### Exercise prompt
Would you copy the lines below exactly and omit the images?

(Stored records)
=== Begin Enclosure ===

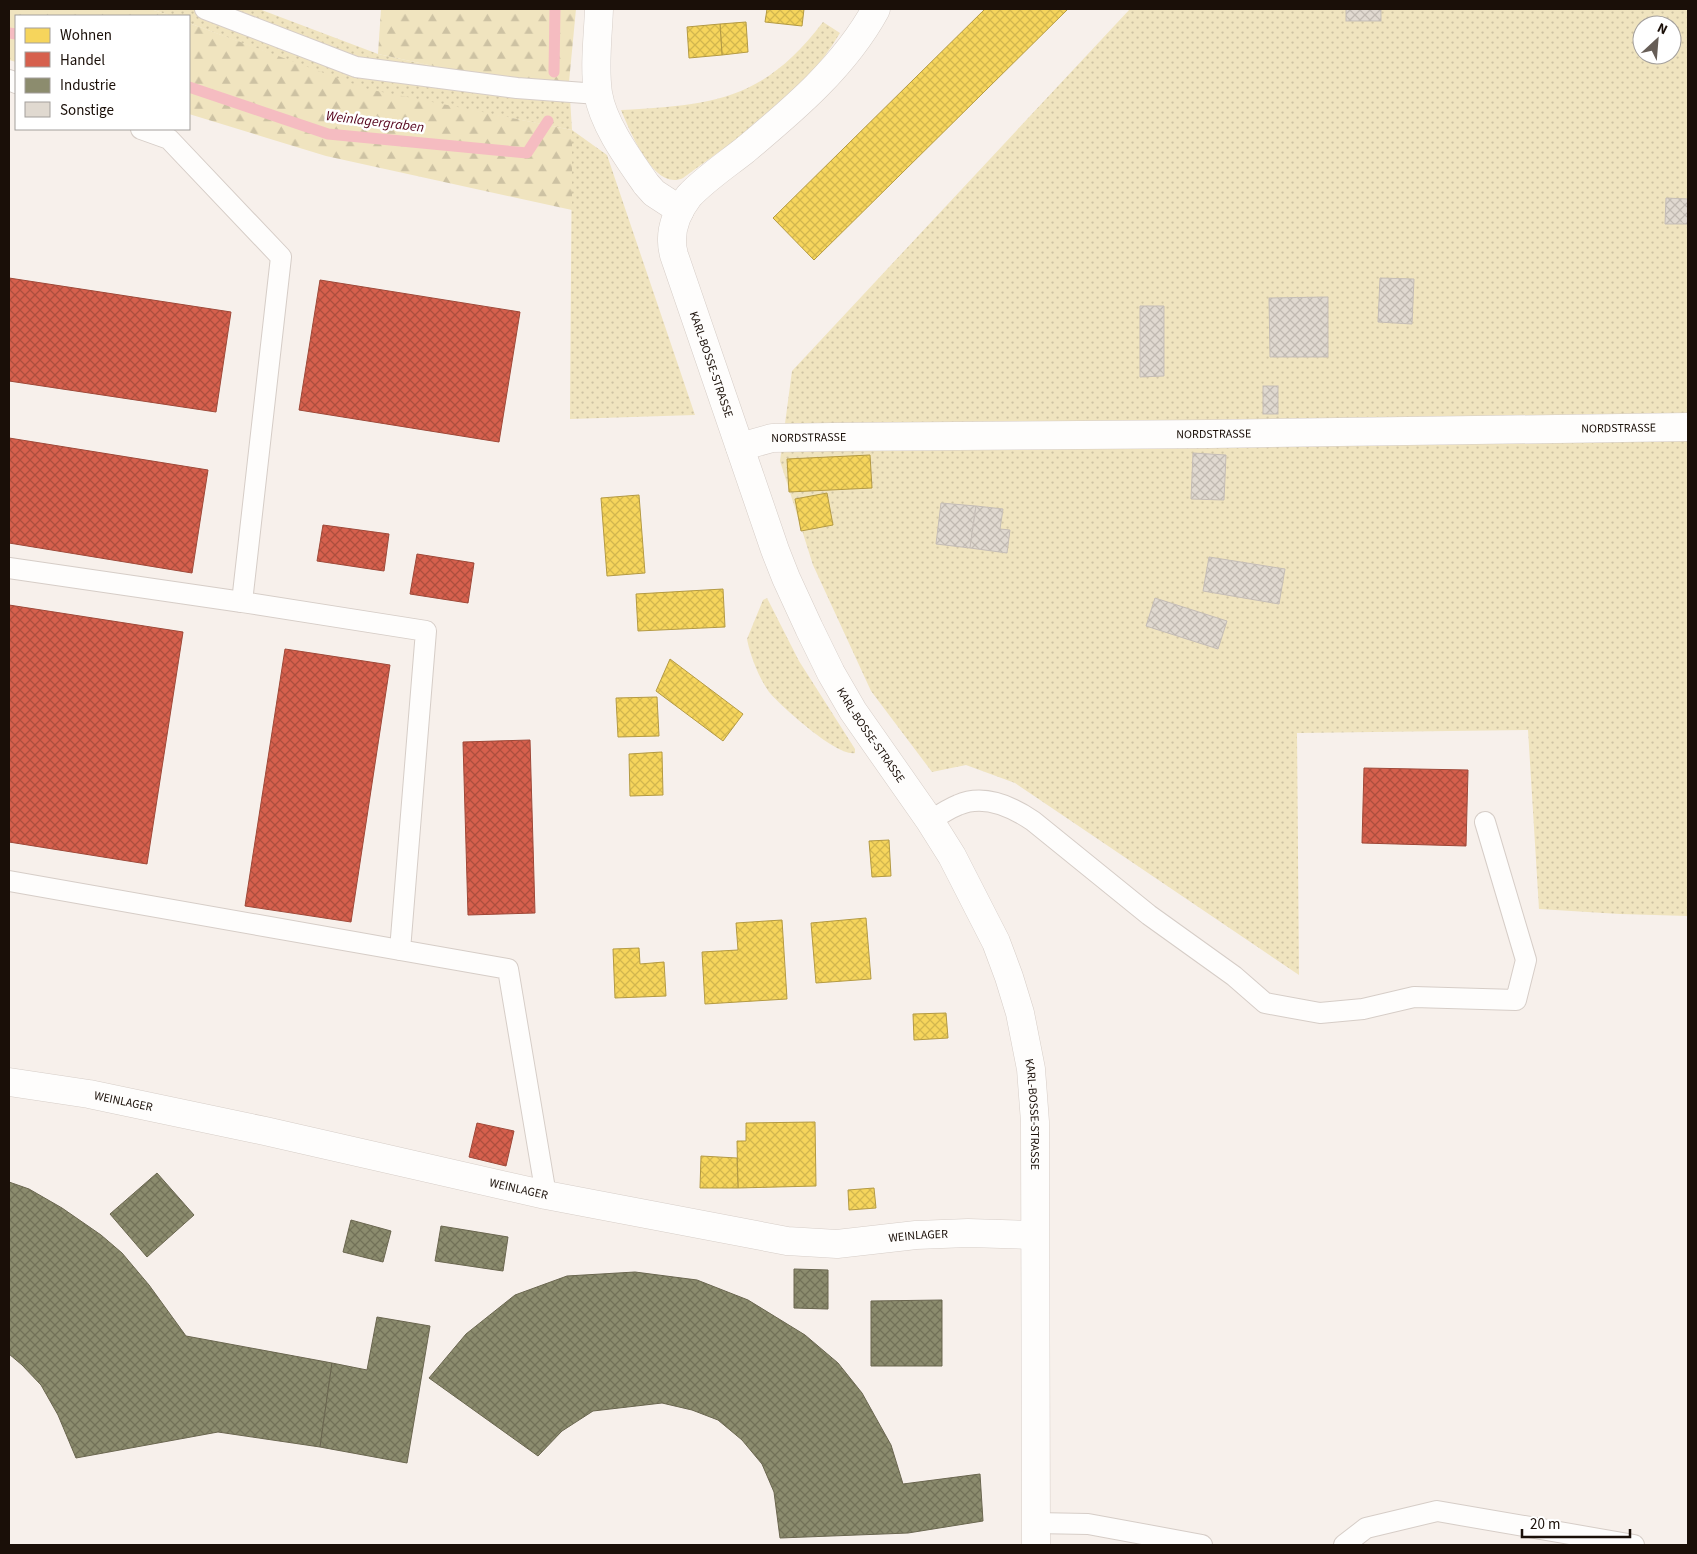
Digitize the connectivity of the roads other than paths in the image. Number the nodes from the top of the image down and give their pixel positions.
1 (205, 9) edge
2 (599, 9) edge
3 (876, 9) edge
4 (598, 94) junction
5 (144, 130) edge
6 (680, 210) junction
7 (1688, 427) edge
8 (740, 446) junction
9 (9, 568) edge
10 (242, 602) junction
11 (930, 821) junction
12 (1485, 822) dead end
13 (9, 881) edge
14 (400, 950) junction
15 (9, 1082) edge
16 (546, 1195) junction
17 (1034, 1235) junction
18 (1036, 1534) edge
19 (1202, 1545) edge
20 (1344, 1545) edge
21 (1634, 1545) edge

1 - 4 lane
2 - 4 street
3 - 6 street, KARL-BOSSE-STRASSE
4 - 6 street
5 - 10 lane
6 - 8 street, KARL-BOSSE-STRASSE
7 - 8 street, NORDSTRASSE
8 - 11 street, KARL-BOSSE-STRASSE
9 - 10 lane
10 - 14 lane
11 - 12 lane
11 - 17 street, KARL-BOSSE-STRASSE
13 - 14 lane
14 - 16 lane
15 - 16 street, WEINLAGER
16 - 17 street, WEINLAGER
17 - 18 street, KARL-BOSSE-STRASSE
18 - 19 lane
20 - 21 lane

=== End Enclosure ===

### Solution
Digitize the connectivity of the roads other than paths in the image. Number the nodes from the top of the image down and give their pixel positions.
1 (205, 9) edge
2 (599, 9) edge
3 (876, 9) edge
4 (598, 94) junction
5 (144, 130) edge
6 (680, 210) junction
7 (1688, 427) edge
8 (740, 446) junction
9 (9, 568) edge
10 (242, 602) junction
11 (930, 821) junction
12 (1485, 822) dead end
13 (9, 881) edge
14 (400, 950) junction
15 (9, 1082) edge
16 (546, 1195) junction
17 (1034, 1235) junction
18 (1036, 1534) edge
19 (1202, 1545) edge
20 (1344, 1545) edge
21 (1634, 1545) edge

1 - 4 lane
2 - 4 street
3 - 6 street, KARL-BOSSE-STRASSE
4 - 6 street
5 - 10 lane
6 - 8 street, KARL-BOSSE-STRASSE
7 - 8 street, NORDSTRASSE
8 - 11 street, KARL-BOSSE-STRASSE
9 - 10 lane
10 - 14 lane
11 - 12 lane
11 - 17 street, KARL-BOSSE-STRASSE
13 - 14 lane
14 - 16 lane
15 - 16 street, WEINLAGER
16 - 17 street, WEINLAGER
17 - 18 street, KARL-BOSSE-STRASSE
18 - 19 lane
20 - 21 lane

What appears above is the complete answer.